SportBusiness.com

Don't sell out for star access, warns magazine chief

The managing director of the UK freesheet Sport magazine has warned that there must be limits on what the media offers to the sponsors of sports stars for interview access.

Gaining access to stars by granting their commercial partners promotions around the published content has helped Sport build an impressive list of interviewees. In a recent issue it spoke to Eric Cantona, Tim Henman, and Chris Hoy, among others.

The freesheet has led the way in exploiting these routes of access, but its managing director Greg Miall says it has strict rules protecting its editorial quality. He warns that these rules are being disregarded by other publications at the peril of the industry.

“If people don’t realize that there are rules, and agree to everything PR agencies ask, then you will get price inflation - the price being the amount of branding that appears in and around the article,” he said.

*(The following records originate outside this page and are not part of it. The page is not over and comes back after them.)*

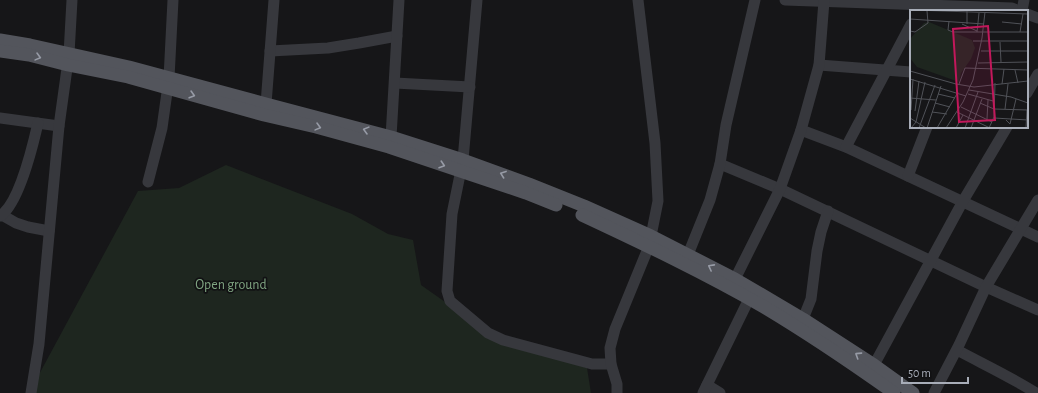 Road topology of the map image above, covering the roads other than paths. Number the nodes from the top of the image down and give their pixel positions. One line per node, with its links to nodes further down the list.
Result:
1 (72, 0): 21 (street)
2 (173, 0): 26 (street)
3 (274, 0): 20 (street)
4 (399, 0): 17 (street)
5 (477, 0): 28 (street)
6 (638, 0): 51 (street)
7 (755, 0): 39 (street)
8 (785, 0): 10 (street)
9 (1024, 0): 13 (street)
10 (824, 1): 11 (street); 22 (street)
11 (920, 5): 12 (street)
12 (1018, 10)
13 (1021, 10)
14 (1028, 14): 15 (street)
15 (1038, 18)
16 (910, 26): 23 (street)
17 (397, 36): 20 (street); 27 (street)
18 (0, 40): 21 (main road)
19 (0, 51): 21 (main road, one-way to 21)
20 (270, 51): 30 (street)
21 (68, 60): 26 (main road); 33 (street)
22 (819, 65): 23 (street); 36 (street)
23 (886, 70): 24 (street); 38 (street)
24 (910, 72)
25 (1038, 74): 29 (street)
26 (169, 83): 30 (main road); 40 (main road, one-way to 40); 42 (street)
27 (394, 83): 28 (street); 37 (street)
28 (470, 87): 40 (street)
29 (1028, 91)
30 (266, 104): 37 (main road, one-way to 30)
31 (0, 118): 32 (street)
32 (38, 123): 33 (street); 47 (street)
33 (59, 126): 49 (street)
34 (927, 128): 41 (street)
35 (1006, 128): 45 (street)
36 (801, 130): 38 (street); 43 (street)
37 (392, 137): 40 (main road)
38 (846, 146): 41 (street)
39 (720, 164): 43 (street); 52 (street)
40 (462, 166): 51 (main road); 60 (street)
41 (908, 176): 45 (street)
42 (148, 182)
43 (780, 188): 46 (street); 54 (street)
44 (1038, 200): 48 (street)
45 (963, 201): 48 (street); 53 (street)
46 (828, 211): 53 (street); 58 (street)
47 (1, 215): 49 (street)
48 (1021, 228): 50 (street); 55 (street)
49 (49, 231): 63 (street)
50 (1038, 237)
51 (650, 241): 52 (main road); 60 (street)
52 (686, 260): 54 (main road, one-way to 52); 56 (main road)
53 (931, 260): 55 (street); 61 (street)
54 (735, 279): 58 (main road)
55 (986, 287): 57 (street); 59 (street)
56 (749, 299): 62 (street); 66 (main road)
57 (1038, 310)
58 (803, 319): 61 (main road, one-way to 58)
59 (957, 350): 68 (street); 69 (street)
60 (611, 364): 64 (street)
61 (874, 365): 67 (main road)
62 (705, 389): 65 (street)
63 (31, 393)
64 (617, 393)
65 (720, 393)
66 (894, 393)
67 (913, 393)
68 (934, 393)
69 (1036, 393)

Miall says that other publications, under pressure to get the same level of access to stars as Sport, are making wrong assumptions about how much the freesheet will offer to sponsors and PR agencies.

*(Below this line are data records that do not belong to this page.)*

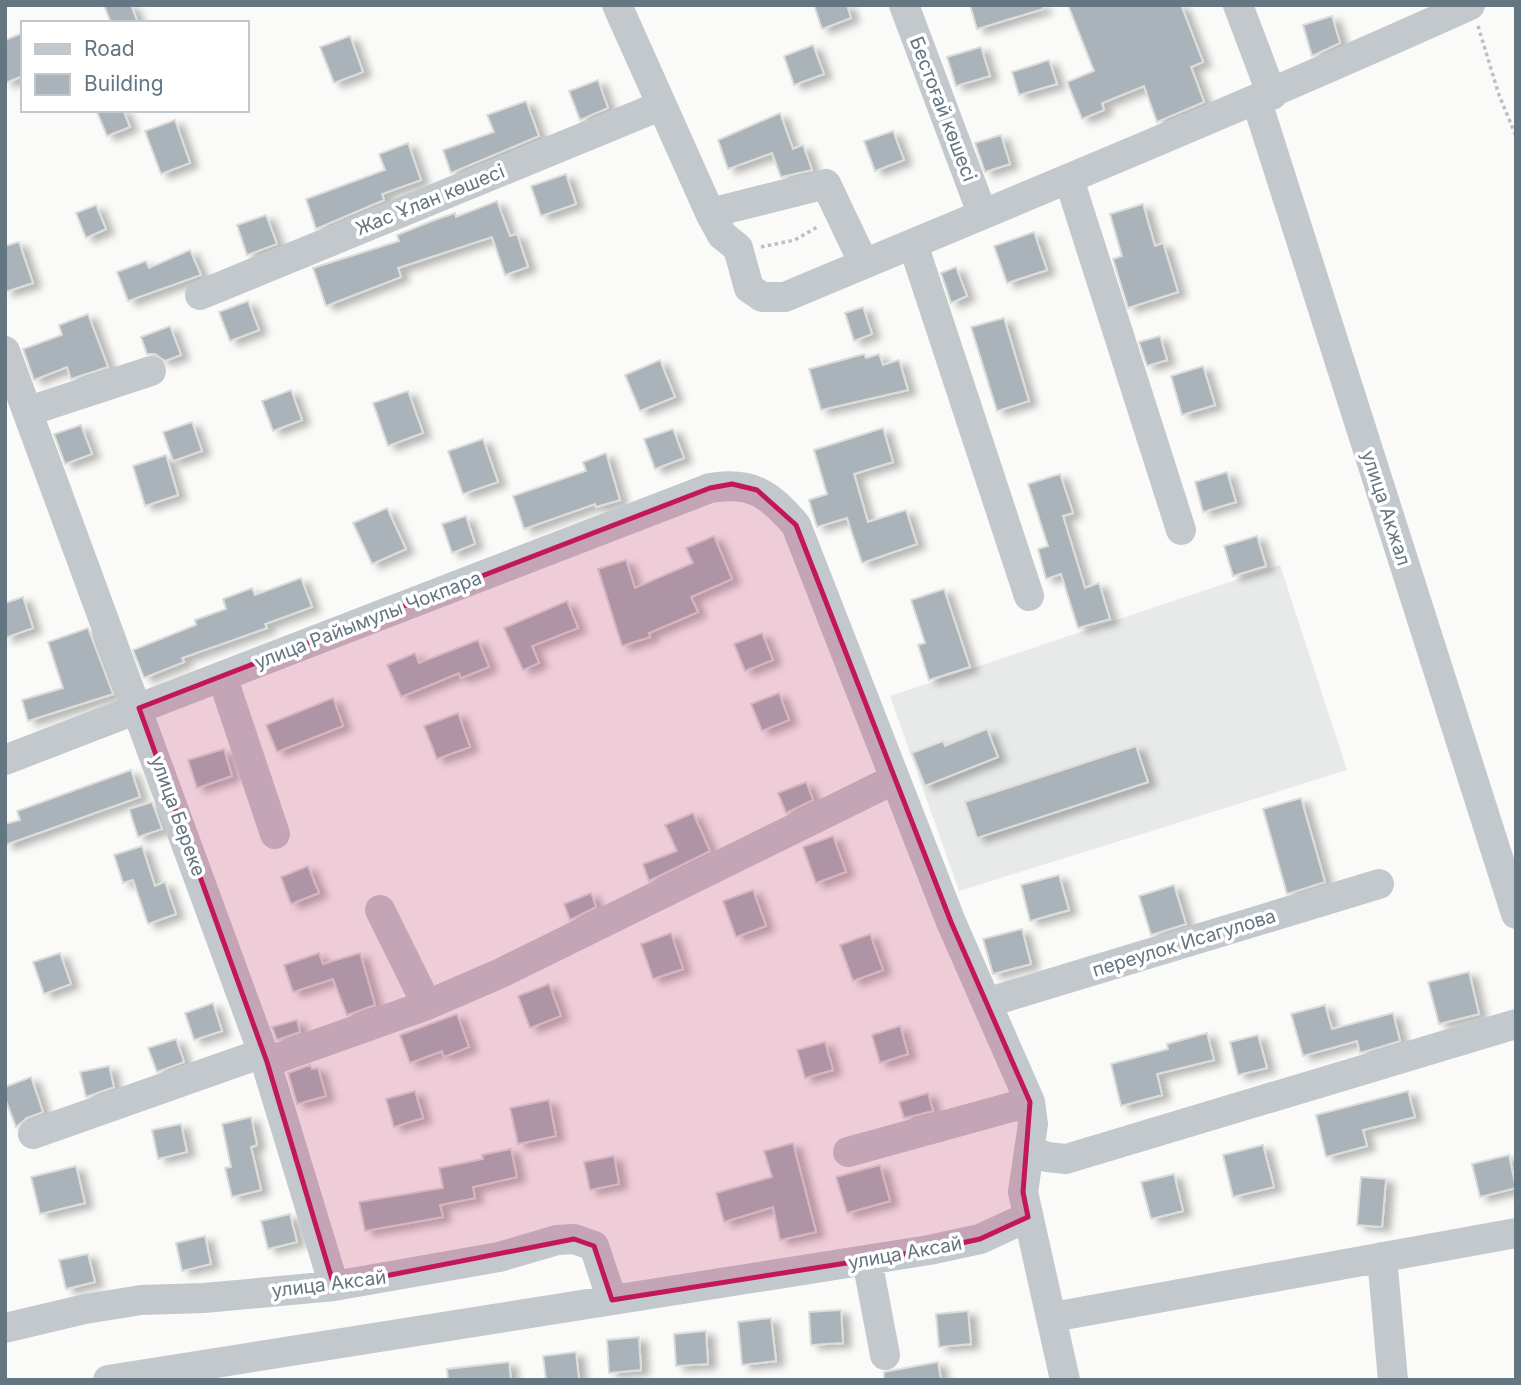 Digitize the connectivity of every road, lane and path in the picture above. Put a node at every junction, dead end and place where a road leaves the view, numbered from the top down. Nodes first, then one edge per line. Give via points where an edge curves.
1 (617, 5) edge
2 (904, 5) edge
3 (1238, 5) edge
4 (1473, 12) edge
5 (1264, 98) junction
6 (660, 106) junction
7 (1516, 136) edge
8 (1069, 179) junction
9 (838, 210) junction
10 (710, 213) junction
11 (982, 213) junction
12 (913, 244) junction
13 (738, 247) junction
14 (864, 264) junction
15 (200, 295) dead end
16 (5, 351) edge
17 (151, 371) dead end
18 (18, 396) edge
19 (1181, 530) dead end
20 (1029, 596) dead end
21 (222, 676) junction
22 (139, 708) junction
23 (5, 760) edge
24 (895, 779) junction
25 (275, 834) dead end
26 (1379, 884) dead end
27 (380, 910) dead end
28 (1516, 914) edge
29 (989, 1003) junction
30 (427, 1004) junction
31 (1516, 1024) edge
32 (265, 1058) junction
33 (1030, 1102) junction
34 (33, 1134) dead end
35 (1029, 1150) junction
36 (848, 1152) dead end
37 (1028, 1217) junction
38 (1516, 1233) edge
39 (1382, 1256) junction
40 (867, 1260) junction
41 (334, 1286) junction
42 (612, 1300) junction
43 (1053, 1317) junction
44 (5, 1328) edge
45 (885, 1355) dead end
46 (108, 1380) edge
47 (1065, 1380) edge
48 (1393, 1380) edge

1 - 6 street
2 - 11 street, Бестоғай көшесі
3 - 5 street, улица Акжал
4 - 5 street
4 - 7 path
5 - 8 street
5 - 28 street, улица Акжал
6 - 10 street
6 - 15 street, Жас Ұлан көшесі
8 - 11 street
8 - 19 street
9 - 10 street via 826,184
9 - 13 path via 795,240 769,247
9 - 14 street
10 - 13 street via 722,235
11 - 12 street
12 - 14 street
12 - 20 street
13 - 14 street via 749,288 762,298 785,297
16 - 18 street, улица Береке
17 - 18 street
18 - 22 street, улица Береке
21 - 22 street, улица Райымулы Чокпара
21 - 24 street, улица Райымулы Чокпара via 710,488 732,484 757,490 775,501 796,525
21 - 25 street
22 - 23 street, улица Райымулы Чокпара
22 - 32 street, улица Береке
24 - 29 street via 951,922
24 - 30 street via 615,920
26 - 29 street, переулок Исагулова
27 - 30 street
29 - 33 street
30 - 32 street
31 - 35 street via 1066,1159
32 - 34 street
32 - 41 street, улица Береке
33 - 35 street
33 - 36 street
35 - 37 street via 1023,1192
37 - 40 street, улица Аксай via 980,1239
37 - 43 street
38 - 39 street
39 - 43 street
39 - 48 street
40 - 42 street, улица Аксай
40 - 45 street
41 - 42 street, улица Аксай via 499,1258 574,1238 594,1246
41 - 44 street, улица Аксай via 141,1300
42 - 46 street, улица Аксай
43 - 47 street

“I get calls offering interviews with sportspeople, if we put them on the front cover. Well, no, that’s not the way it works.

“We’ll do it in certain circumstances. But if you want to be on the front cover of Sport, you have to be recognisable walking down the street in the UK. There are only about 75 sports stars that have that status. Chris Hoy, right now, would maybe make the front cover - maybe. But once Beijing has finished, and in a month’s time? Probably not.

“I saw an interview recently in a Sunday newspaper with an England cricketer that plugged a car manufacturer within the body of the interview, and I was appalled. We would not do that.”

Miall warns that the industry does not want to get itself into a situation where PR agencies will be playing newspapers and magazines off against each other for what they can offer sponsors to get access to their stars.

He acknowledges that these commercial routes of access are an increasingly important aspect of the sports media industry, and that Sport has worked them to its advantage.

“If you want an interview with Wayne Rooney you can go to a press conference, and be there with all the other newspapers and magazines, or you can go to his sponsors - EA, Coke, Nike - and do it through a brand, on their time.

“We work closely with the brands - it’s a bit quid pro quo. But the brands never proscribe what is said, and we can get interesting, balanced articles. We are a magazine, not a newspaper, so we are not looking for news, or to get an angle.

“The danger is that everyone starts offering everything, and too much is given away.”

Brands pay for mentions at the end of interviews with their sponsored sports stars. Miall says that advertising in the freesheet is a vehicle for sports sponsors to notify their specific target audience – sports fans – of their association with sport.

“Marketers say that for every pound spent on sponsorship, you should spend another pound letting people know you are a sponsor. Say if you are Magners, and you want people to know that you sponsor the London Wasps, we can say, ‘you can have a full page ad, in an issue with a special feature on rugby, right beside a big picture of Paul Sackey’.”

Critics of the freesheet magazine model claim that advertisers do not get the same value as in paid-for publications, as issues are often thrust in readers’ hands outside train stations and swiftly thrown away.

However Miall is adamant that Sport is far ahead of freesheets such as the The London Paper and London Lite in terms of editorial quality, and that it enjoys a readership which spends time with it – 24 per cent read “almost every page, or every page” according to a YouGov poll.

“For £30,000 to £40,000 you can get a tight little [brand] association. It is an incredibly cost-effective way of getting your brand linked to sport.”

In the first half of 2008, Sport’s ABC readership was 315,406.